→ **Exercise**
After finding the line with "pinky dip: (736, 819)" in the data below, set down exactly each line through the one with "pinky tip: (252, 243)", inclusive, and stop there.

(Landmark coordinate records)
##########
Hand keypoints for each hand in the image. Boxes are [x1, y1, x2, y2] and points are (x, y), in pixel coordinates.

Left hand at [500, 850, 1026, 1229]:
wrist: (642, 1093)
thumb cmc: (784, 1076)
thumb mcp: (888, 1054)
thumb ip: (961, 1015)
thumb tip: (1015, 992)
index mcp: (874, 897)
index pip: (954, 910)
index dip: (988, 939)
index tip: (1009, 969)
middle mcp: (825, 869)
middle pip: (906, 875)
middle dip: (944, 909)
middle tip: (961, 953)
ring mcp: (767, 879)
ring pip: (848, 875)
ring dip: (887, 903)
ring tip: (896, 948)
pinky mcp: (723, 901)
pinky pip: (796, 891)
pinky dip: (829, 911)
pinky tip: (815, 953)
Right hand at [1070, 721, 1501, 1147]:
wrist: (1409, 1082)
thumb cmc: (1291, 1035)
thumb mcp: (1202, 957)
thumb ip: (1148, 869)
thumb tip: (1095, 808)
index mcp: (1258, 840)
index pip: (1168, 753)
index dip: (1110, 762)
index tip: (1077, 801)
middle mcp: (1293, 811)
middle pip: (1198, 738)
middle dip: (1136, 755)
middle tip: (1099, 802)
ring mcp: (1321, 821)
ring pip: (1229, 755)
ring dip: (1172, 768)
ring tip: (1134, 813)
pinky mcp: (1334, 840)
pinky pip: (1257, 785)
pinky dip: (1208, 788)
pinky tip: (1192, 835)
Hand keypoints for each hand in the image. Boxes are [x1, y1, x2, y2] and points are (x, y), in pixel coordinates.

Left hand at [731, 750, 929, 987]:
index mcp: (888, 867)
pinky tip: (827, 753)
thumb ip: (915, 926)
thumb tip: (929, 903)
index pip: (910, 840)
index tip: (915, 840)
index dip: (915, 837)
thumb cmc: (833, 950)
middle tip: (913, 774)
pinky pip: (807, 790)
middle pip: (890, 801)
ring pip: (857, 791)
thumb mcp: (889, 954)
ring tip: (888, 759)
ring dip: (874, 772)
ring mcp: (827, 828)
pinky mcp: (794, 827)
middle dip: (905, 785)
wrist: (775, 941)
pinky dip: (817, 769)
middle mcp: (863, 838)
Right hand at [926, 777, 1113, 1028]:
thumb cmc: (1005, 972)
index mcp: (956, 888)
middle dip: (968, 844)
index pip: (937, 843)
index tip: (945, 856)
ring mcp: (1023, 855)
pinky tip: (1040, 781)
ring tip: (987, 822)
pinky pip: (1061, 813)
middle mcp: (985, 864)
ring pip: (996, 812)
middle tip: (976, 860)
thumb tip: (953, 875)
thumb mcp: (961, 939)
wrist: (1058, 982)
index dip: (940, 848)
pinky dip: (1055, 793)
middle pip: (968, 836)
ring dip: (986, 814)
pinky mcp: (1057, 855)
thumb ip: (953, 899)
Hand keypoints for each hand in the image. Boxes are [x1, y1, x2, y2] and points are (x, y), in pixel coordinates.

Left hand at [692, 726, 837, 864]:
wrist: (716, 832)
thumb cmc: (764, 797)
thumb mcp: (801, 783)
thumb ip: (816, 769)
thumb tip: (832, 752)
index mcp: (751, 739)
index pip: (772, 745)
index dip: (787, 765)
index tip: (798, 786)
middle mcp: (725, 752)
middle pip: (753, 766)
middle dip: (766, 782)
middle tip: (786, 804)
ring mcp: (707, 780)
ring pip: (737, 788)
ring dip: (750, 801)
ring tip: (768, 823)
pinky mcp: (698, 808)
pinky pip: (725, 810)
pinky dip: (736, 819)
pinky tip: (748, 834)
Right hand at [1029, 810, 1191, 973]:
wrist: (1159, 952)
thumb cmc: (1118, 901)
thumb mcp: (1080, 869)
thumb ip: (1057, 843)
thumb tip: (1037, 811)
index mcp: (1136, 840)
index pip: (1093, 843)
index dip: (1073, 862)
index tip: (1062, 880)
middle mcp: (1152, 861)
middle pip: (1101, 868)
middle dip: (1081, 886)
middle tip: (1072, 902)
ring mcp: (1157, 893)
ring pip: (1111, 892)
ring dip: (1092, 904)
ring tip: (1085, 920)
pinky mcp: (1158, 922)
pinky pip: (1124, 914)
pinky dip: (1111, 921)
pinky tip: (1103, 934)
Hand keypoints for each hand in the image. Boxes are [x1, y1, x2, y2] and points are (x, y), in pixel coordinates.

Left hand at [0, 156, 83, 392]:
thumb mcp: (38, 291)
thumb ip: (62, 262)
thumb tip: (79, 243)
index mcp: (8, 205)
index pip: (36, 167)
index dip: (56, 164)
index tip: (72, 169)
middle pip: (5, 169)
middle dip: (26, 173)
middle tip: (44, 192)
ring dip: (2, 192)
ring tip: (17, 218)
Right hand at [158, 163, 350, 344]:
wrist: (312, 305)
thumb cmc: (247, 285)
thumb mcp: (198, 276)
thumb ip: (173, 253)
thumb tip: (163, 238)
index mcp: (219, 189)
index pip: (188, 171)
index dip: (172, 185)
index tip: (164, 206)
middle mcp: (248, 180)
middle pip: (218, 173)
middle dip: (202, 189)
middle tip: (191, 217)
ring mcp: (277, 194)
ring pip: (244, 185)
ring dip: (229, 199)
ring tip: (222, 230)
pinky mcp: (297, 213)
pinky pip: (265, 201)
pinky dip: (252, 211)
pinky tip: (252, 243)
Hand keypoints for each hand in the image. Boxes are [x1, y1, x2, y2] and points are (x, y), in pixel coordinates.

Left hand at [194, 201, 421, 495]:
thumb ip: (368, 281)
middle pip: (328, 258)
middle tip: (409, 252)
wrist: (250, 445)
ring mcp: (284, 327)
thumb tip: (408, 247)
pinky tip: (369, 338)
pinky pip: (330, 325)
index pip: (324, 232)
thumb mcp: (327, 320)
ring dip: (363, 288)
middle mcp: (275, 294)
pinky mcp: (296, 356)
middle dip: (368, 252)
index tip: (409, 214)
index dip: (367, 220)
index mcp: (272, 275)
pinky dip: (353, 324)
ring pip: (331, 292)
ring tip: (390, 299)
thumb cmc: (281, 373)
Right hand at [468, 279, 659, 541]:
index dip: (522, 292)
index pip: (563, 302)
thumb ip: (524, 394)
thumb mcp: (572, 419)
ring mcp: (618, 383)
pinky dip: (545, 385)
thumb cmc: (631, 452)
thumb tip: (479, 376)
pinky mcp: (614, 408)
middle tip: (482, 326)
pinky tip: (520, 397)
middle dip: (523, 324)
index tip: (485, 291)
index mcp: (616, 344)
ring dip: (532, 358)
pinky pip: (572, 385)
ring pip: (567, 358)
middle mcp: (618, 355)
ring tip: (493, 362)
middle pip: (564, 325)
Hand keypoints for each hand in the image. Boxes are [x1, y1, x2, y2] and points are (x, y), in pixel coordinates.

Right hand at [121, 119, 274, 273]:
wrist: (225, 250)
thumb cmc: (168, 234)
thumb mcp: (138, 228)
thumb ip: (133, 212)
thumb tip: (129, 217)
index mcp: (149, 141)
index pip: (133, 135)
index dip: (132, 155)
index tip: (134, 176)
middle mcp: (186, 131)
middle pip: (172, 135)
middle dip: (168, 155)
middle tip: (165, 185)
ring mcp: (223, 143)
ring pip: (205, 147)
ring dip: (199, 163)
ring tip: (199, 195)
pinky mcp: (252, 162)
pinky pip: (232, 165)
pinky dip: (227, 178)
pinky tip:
##########
→ **Expected output**
pinky dip: (736, 819)
pinky tip: (748, 834)
Right hand at [1029, 810, 1191, 973]:
wrist: (1159, 952)
thumb cmc: (1118, 901)
thumb mcp: (1080, 869)
thumb ip: (1057, 843)
thumb tip: (1037, 811)
index mcp: (1136, 840)
index pip: (1093, 843)
index dip: (1073, 862)
index tip: (1062, 880)
middle mcp: (1152, 861)
middle pip: (1101, 868)
middle dip: (1081, 886)
middle tip: (1072, 902)
ring mcp: (1157, 893)
ring pip: (1111, 892)
ring dip: (1092, 904)
ring tip: (1085, 920)
pinky mcp: (1158, 922)
pinky pip: (1124, 914)
pinky dip: (1111, 921)
pinky tip: (1103, 934)
Hand keypoints for each hand in the image. Boxes are [x1, y1, x2, y2] and points are (x, y), in pixel coordinates.

Left hand at [0, 156, 83, 392]:
thumb mcp: (38, 291)
thumb ip: (62, 262)
thumb tip: (79, 243)
index mcp: (8, 205)
index pip: (36, 167)
index dip: (56, 164)
index tip: (72, 169)
middle pip: (5, 169)
middle dip: (26, 173)
middle tip: (44, 192)
ring dip: (2, 192)
ring tip: (17, 218)
Right hand at [158, 163, 350, 344]:
wrist: (312, 305)
thumb cmc: (247, 285)
thumb mcp: (198, 276)
thumb ip: (173, 253)
thumb tip: (163, 238)
index mcp: (219, 189)
index pip: (188, 171)
index dip: (172, 185)
index tip: (164, 206)
middle mcp: (248, 180)
middle pip: (218, 173)
middle dip: (202, 189)
middle tip: (191, 217)
ring mcp: (277, 194)
ring pip: (244, 185)
ring dip: (229, 199)
ring tip: (222, 230)
pinky mcp: (297, 213)
pinky pip: (265, 201)
pinky dip: (252, 211)
pinky tip: (252, 243)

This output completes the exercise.